When President Cyril Ramaphosa appointed Trudi Makhaya as his economic advisor, she is reported to have laid the blame for our new ailing economy on a lack of competition (or on over concentration which favours conglomerates) and on a lack of skills to unlock development.
These oft expressed sentiments by economists and commentators have become widely accepted as uncontested truths.
According to Makhaya, a former deputy head of the Competition Commission these are the main issues that continue to constrain the economy: “We have some great companies, but in in general I don’t think the environment for doing business is all that great.”
It has often been argued that our banking system is too concentrated in the hands of four major players, yet I would counter that this has not stopped new entrant like Capitec from making huge inroads and really shaking up the industry, or Investec and more recently Discovery Bank. Relative to the size of our economy, I would contend that we have a highly efficient and competitive banking and financial system.

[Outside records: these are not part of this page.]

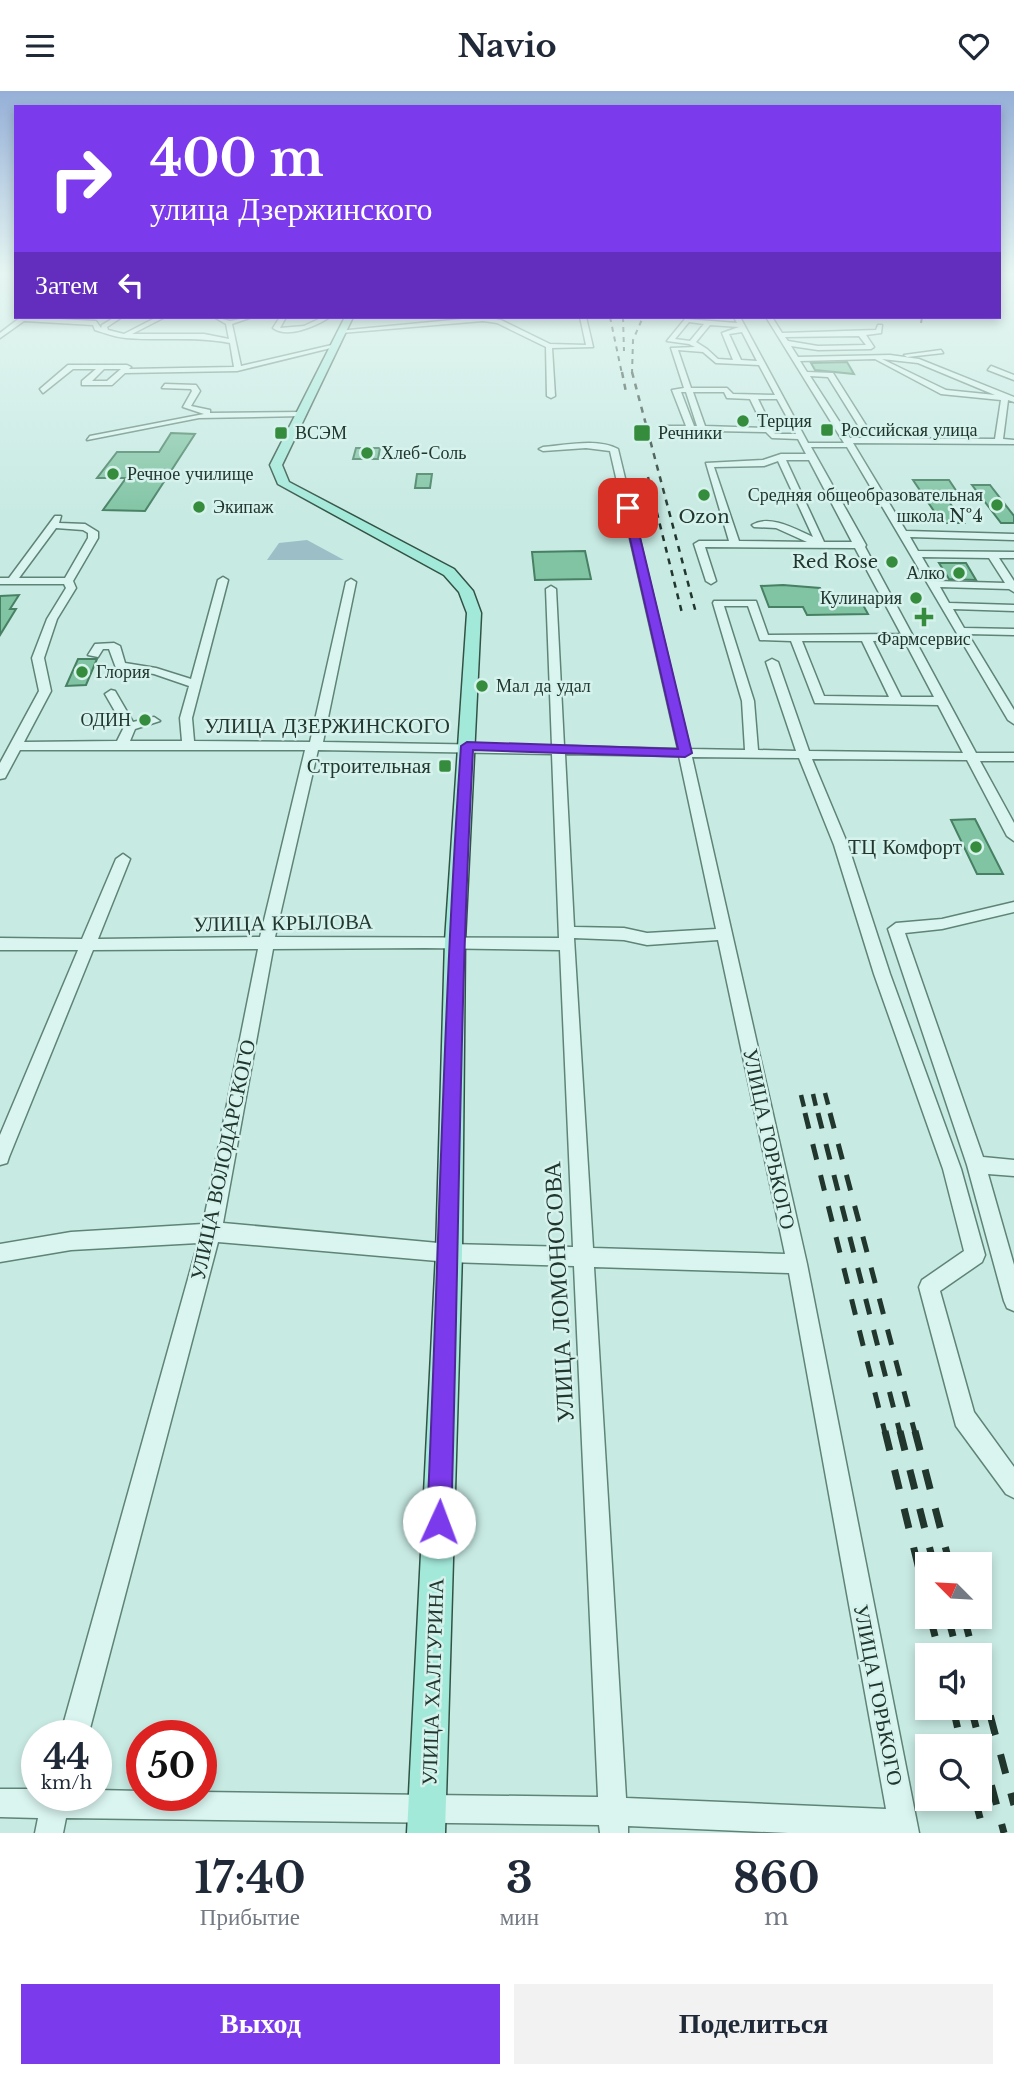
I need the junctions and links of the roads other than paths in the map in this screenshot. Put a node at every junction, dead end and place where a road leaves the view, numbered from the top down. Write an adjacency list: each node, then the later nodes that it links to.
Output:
1 (235, 353): 19 (street)
2 (305, 353): 19 (street)
3 (332, 353): 33 (main road)
4 (549, 353): 28 (street)
5 (676, 353): 25 (street)
6 (708, 353): 13 (street)
7 (734, 353): 14 (street)
8 (756, 353): 15 (street)
9 (793, 353): 17 (street)
10 (928, 353): 11 (street)
11 (890, 357): 12 (street); 31 (street)
12 (876, 359): 17 (street); 31 (street)
13 (716, 361): 14 (street); 21 (street)
14 (738, 362): 15 (street)
15 (761, 363): 30 (street)
16 (102, 366): 20 (street); 20 (street); 27 (street)
17 (802, 366): 32 (street); 32 (street); 40 (street)
18 (991, 368): 22 (street)
19 (237, 369): 20 (street)
20 (123, 371)
21 (720, 371)
22 (1014, 378)
23 (724, 381): 26 (street)
24 (165, 386): 34 (street)
25 (689, 390): 26 (street); 36 (street); 37 (street)
26 (727, 390): 29 (street)
27 (43, 391)
28 (551, 396)
29 (753, 397): 30 (street); 38 (street)
30 (780, 397): 41 (street)
31 (1009, 399): 42 (street)
32 (823, 400): 44 (street)
33 (302, 414): 34 (street); 89 (main road, УЛИЦА ХАЛТУРИНА)
34 (218, 415): 39 (street)
35 (664, 428): 36 (street)
36 (691, 428): 37 (street)
37 (702, 429): 38 (street)
38 (769, 430): 41 (street)
39 (90, 438)
40 (871, 440): 42 (street); 44 (street)
41 (804, 441): 44 (street); 47 (street)
42 (999, 441): 43 (street)
43 (1014, 442)
44 (849, 443): 51 (street)
45 (543, 449): 91 (street, УЛИЦА ГОРЬКОГО)
46 (781, 457): 47 (street); 53 (street); 54 (street)
47 (812, 457): 55 (street)
48 (62, 514): 49 (street)
49 (54, 524): 61 (street); 62 (street)
50 (757, 525): 54 (street)
51 (904, 534): 52 (street); 56 (street)
52 (1014, 537)
53 (734, 544): 54 (street); 63 (street)
54 (821, 545): 55 (street)
55 (861, 545): 73 (street)
56 (916, 554): 57 (street); 65 (street)
57 (992, 555): 58 (street); 66 (street)
58 (1014, 555)
59 (223, 580): 77 (street)
60 (0, 581): 61 (street)
61 (12, 581): 62 (street)
62 (68, 581): 88 (street)
63 (711, 581)
64 (351, 582): 87 (street, УЛИЦА ВОЛОДАРСКОГО)
65 (934, 585): 66 (street); 68 (street)
66 (1013, 588)
67 (551, 589): 90 (street, УЛИЦА ЛОМОНОСОВА)
68 (947, 606): 69 (street); 70 (street)
69 (1014, 608)
70 (961, 631): 71 (street); 79 (street)
71 (1014, 632)
72 (866, 637): 73 (street); 74 (street); 80 (street)
73 (910, 637): 81 (street)
74 (795, 638): 80 (street); 92 (street)
75 (94, 655): 77 (street)
76 (772, 663): 93 (street)
77 (194, 684): 86 (street)
78 (111, 694): 84 (street)
79 (1007, 698): 82 (street)
80 (895, 700): 81 (street)
81 (943, 701): 94 (street)
82 (1014, 720)
83 (154, 721): 84 (street)
84 (130, 727): 85 (street)
85 (121, 744): 86 (street, УЛИЦА ДЗЕРЖИНСКОГО); 88 (street, УЛИЦА ДЗЕРЖИНСКОГО)
86 (188, 744): 87 (street, УЛИЦА ДЗЕРЖИНСКОГО)
87 (316, 745): 89 (street, УЛИЦА ДЗЕРЖИНСКОГО); 105 (street, УЛИЦА ВОЛОДАРСКОГО)
88 (18, 746): 96 (street)
89 (467, 746): 90 (street, УЛИЦА ДЗЕРЖИНСКОГО); 102 (main road, УЛИЦА ХАЛТУРИНА)
90 (558, 748): 91 (street, УЛИЦА ДЗЕРЖИНСКОГО); 101 (street, УЛИЦА ЛОМОНОСОВА)
91 (685, 753): 92 (street, УЛИЦА ДЗЕРЖИНСКОГО); 100 (street, УЛИЦА ГОРЬКОГО)
92 (752, 753): 93 (street, УЛИЦА ДЗЕРЖИНСКОГО)
93 (803, 753): 94 (street, УЛИЦА ДЗЕРЖИНСКОГО); 115 (street)
94 (972, 757): 95 (street, УЛИЦА ДЗЕРЖИНСКОГО); 97 (street)
95 (1014, 757)
96 (0, 775)
97 (1014, 836)
98 (123, 859): 104 (street)
99 (1014, 907): 107 (street)
100 (725, 935): 101 (street, УЛИЦА КРЫЛОВА); 113 (street, УЛИЦА ГОРЬКОГО)
101 (566, 938): 102 (street, УЛИЦА КРЫЛОВА); 112 (street, УЛИЦА ЛОМОНОСОВА)
102 (455, 941): 105 (street, УЛИЦА КРЫЛОВА); 111 (main road, УЛИЦА ХАЛТУРИНА)
103 (0, 944): 104 (street, УЛИЦА КРЫЛОВА)
104 (89, 945): 105 (street, УЛИЦА КРЫЛОВА); 106 (street)
105 (267, 945): 109 (street, УЛИЦА ВОЛОДАРСКОГО)
106 (0, 1157)
107 (976, 1165): 108 (street); 114 (street)
108 (1014, 1168)
109 (211, 1233): 110 (street); 111 (street); 116 (street, УЛИЦА ВОЛОДАРСКОГО)
110 (0, 1253)
111 (449, 1253): 112 (street); 121 (main road, УЛИЦА ХАЛТУРИНА)
112 (584, 1257): 113 (street); 122 (street, УЛИЦА ЛОМОНОСОВА)
113 (797, 1264): 123 (street, УЛИЦА ГОРЬКОГО)
114 (1014, 1301)
115 (1014, 1486)
116 (78, 1720)
117 (21, 1802): 119 (street)
118 (112, 1802): 121 (street)
119 (0, 1803)
120 (54, 1811): 124 (street)
121 (427, 1820): 122 (street)
122 (613, 1822): 123 (street)
123 (903, 1828)
124 (48, 1833)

The mining industry was heavily concentrated in the hands of Anglo-American, which at one stage prior to 1994 controlled over 75% of the capitalisation of the JSE. The situation now is much more fragmented and decentralised.
If we are to rectify our economy and attract the $100 billion in investment into the country over five years, that we need to break the recession into which we have fallen, we need to be clear about what the issues or problems are, and I beg to challenge these widely held opinions.